### Work to be completed
Whenever a line in the data contains "dead", show that line.

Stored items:
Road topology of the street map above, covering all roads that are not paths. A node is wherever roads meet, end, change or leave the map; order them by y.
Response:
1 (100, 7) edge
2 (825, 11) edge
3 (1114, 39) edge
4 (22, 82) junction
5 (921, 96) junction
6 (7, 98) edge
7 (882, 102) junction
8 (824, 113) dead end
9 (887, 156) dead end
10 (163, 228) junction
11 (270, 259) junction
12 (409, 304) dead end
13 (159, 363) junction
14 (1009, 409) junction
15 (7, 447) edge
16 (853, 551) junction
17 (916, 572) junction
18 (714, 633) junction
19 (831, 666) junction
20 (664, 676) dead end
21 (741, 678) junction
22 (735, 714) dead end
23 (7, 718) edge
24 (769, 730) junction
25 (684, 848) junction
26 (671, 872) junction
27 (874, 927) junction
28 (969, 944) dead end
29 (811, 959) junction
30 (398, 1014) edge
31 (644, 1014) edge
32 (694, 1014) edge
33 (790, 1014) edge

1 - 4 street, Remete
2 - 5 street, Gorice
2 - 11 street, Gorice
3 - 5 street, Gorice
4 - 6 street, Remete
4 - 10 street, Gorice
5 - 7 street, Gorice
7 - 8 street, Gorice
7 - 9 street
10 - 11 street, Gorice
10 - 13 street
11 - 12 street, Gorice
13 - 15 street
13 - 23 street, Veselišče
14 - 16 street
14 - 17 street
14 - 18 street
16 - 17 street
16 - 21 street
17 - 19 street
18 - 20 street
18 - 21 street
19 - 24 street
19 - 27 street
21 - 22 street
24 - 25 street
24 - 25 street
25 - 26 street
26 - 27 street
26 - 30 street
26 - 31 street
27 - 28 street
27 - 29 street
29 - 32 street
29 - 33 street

### Task answer
8 (824, 113) dead end
9 (887, 156) dead end
12 (409, 304) dead end
20 (664, 676) dead end
22 (735, 714) dead end
28 (969, 944) dead end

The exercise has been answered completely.